LO STRAORDINARIO MICHAEL YOUNG FA SESSANTA

No, non parliamo di una delle sue straordinarie performance realizzati.

Buon compleanno Michael Young.

L’incredibile e più forte numero venti della storia della Viola compie 60 anni.

Ala piccola americana, mancina (201 cm/ 99 kg), atletica e fisica, un realizzatore tremendo anche con grandi difese.
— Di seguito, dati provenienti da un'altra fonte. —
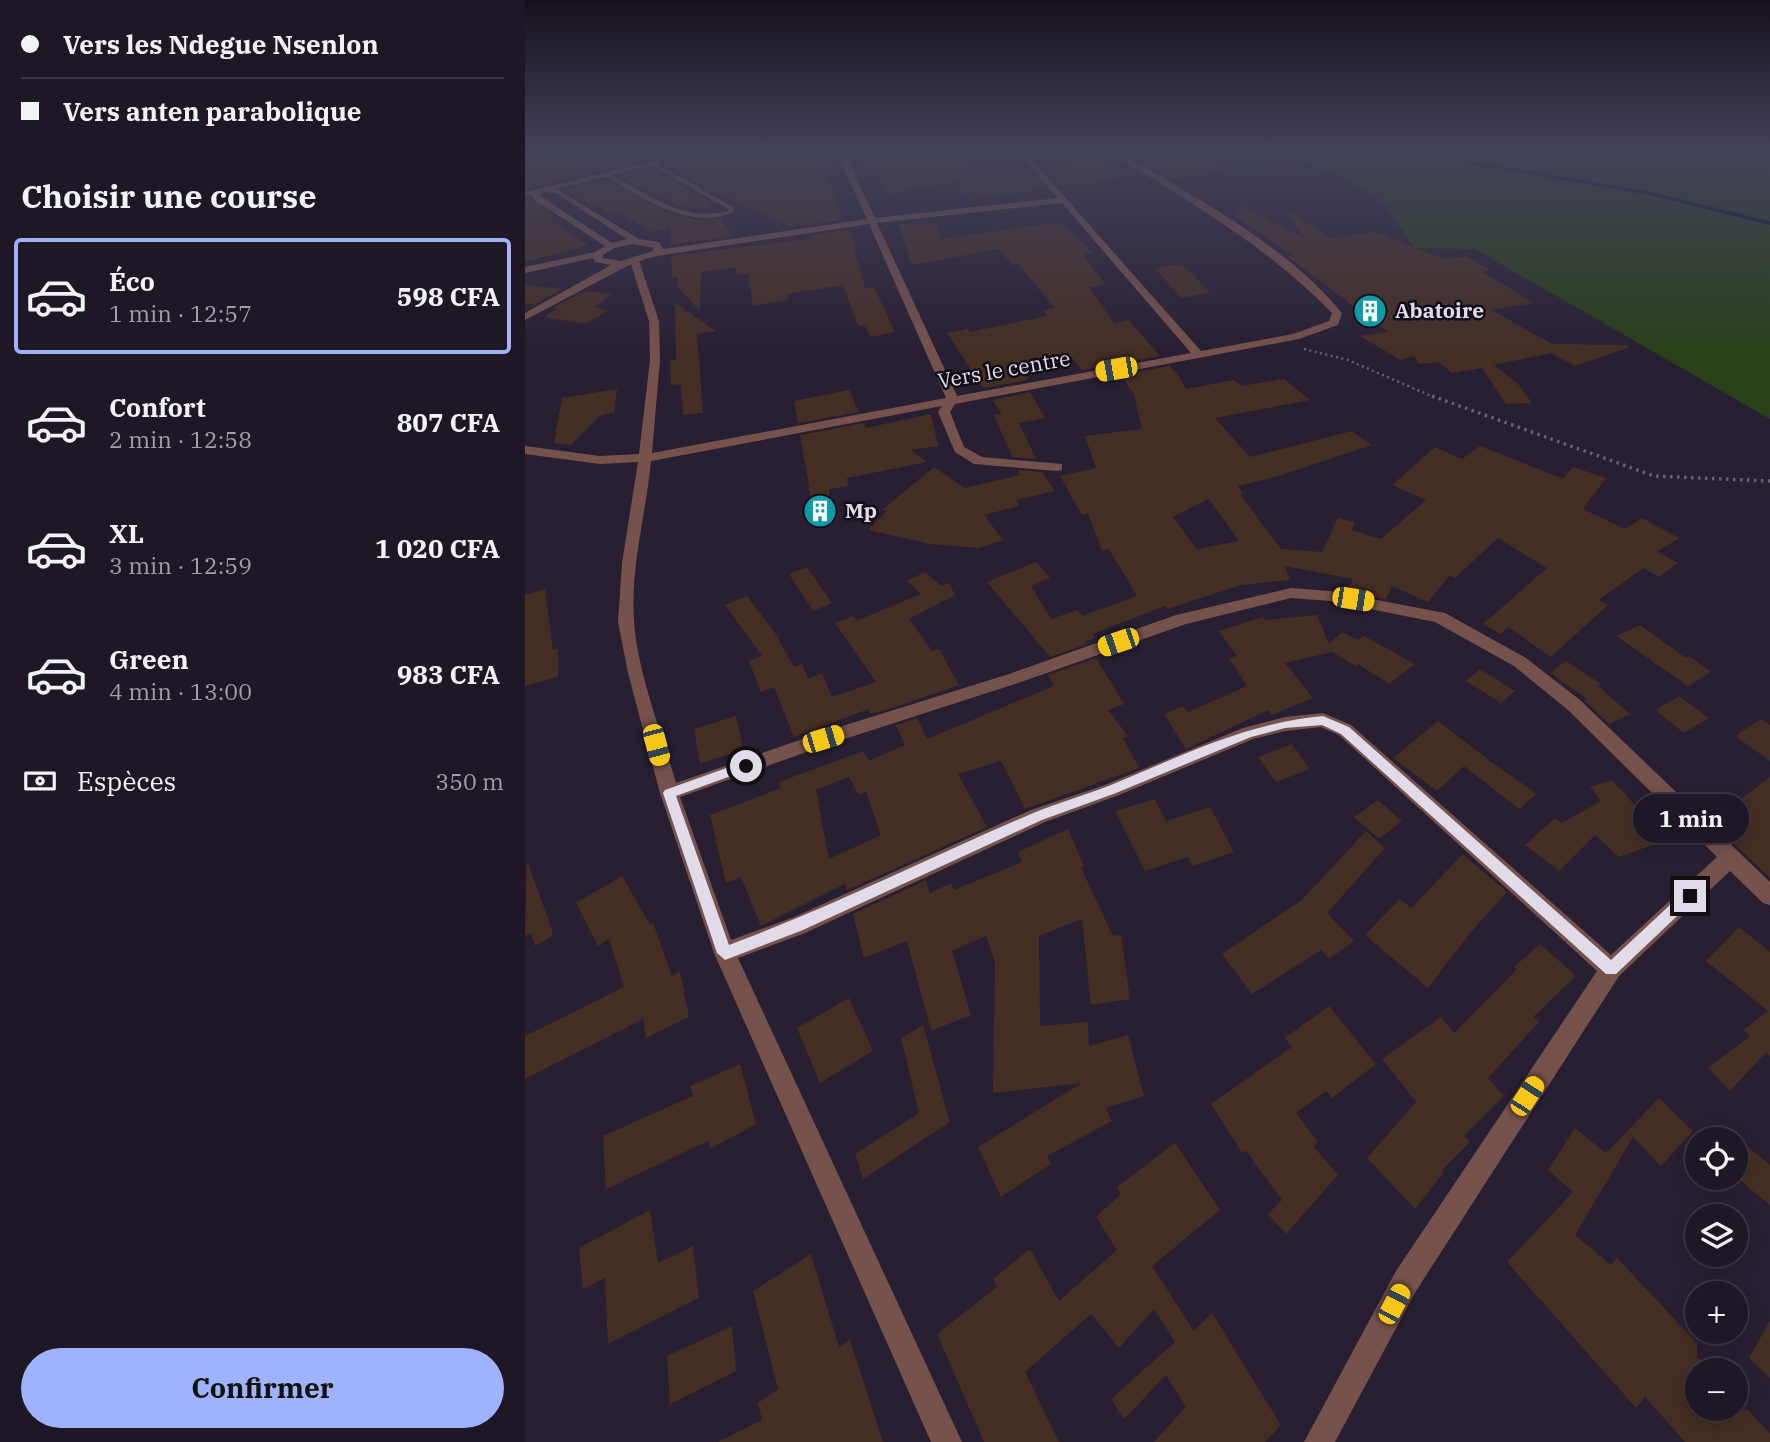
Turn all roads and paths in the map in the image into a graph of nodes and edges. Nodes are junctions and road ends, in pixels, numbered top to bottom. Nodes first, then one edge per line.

24a scelta al draft 1984 (BOS>PHO) da Houston, Young gioca in Nba pochissimo (4 gare in due anni) per poi emigrare alla ricerca di gioco e contratti. Filippine, CBA, Spagna (Valladolid) e l’Italia.
Gioca ad Udine per 21 gare (1989, 26.7 pts + 6.7 rb) facendo capire di che pasta sia fatto…prova l’Nba nuovamente (LAC 89/90, 45 gare, 4.9 pts) e dopo un pò di CBA torna in Italia con una missione: devastare le retine.

Viene preso da Reggio Calabria (90/91, A2) e in due anni conquista la promozione in A1 e impressiona chiunque per la capacità di segnare tanto con marcature impressionanti o uomini letteralmente addosso. Dal 90 al 92 a Reggio Young segna 30.3 pts + 6.5 rb di media +53% T2 + 36% T3 + 80% T1. Quando in serata di grazia era assolutamente inarrestabile arrivando a scrivere sul libro dei record di marcature individuali dei nostri campionati “quota” 63 pts, al 7° posto di ogni epoca.

Dopo Reggio viene ingaggiato dal Limoges: nel basket controllato di Bozidar Maljkovic lui aveva libertà di creare e segnare. In 3 anni vince 2 Campionati FRA + 2 Coppa FRA e la Coppa Campioni 1993 in finale contro Treviso.

Torna in Italia a Fabriano un pò più “umano”: 22.6 pts + 4.6 rb in A2, termina la carriera dopo 1 anno a Lione e uno in Israele nel 1998.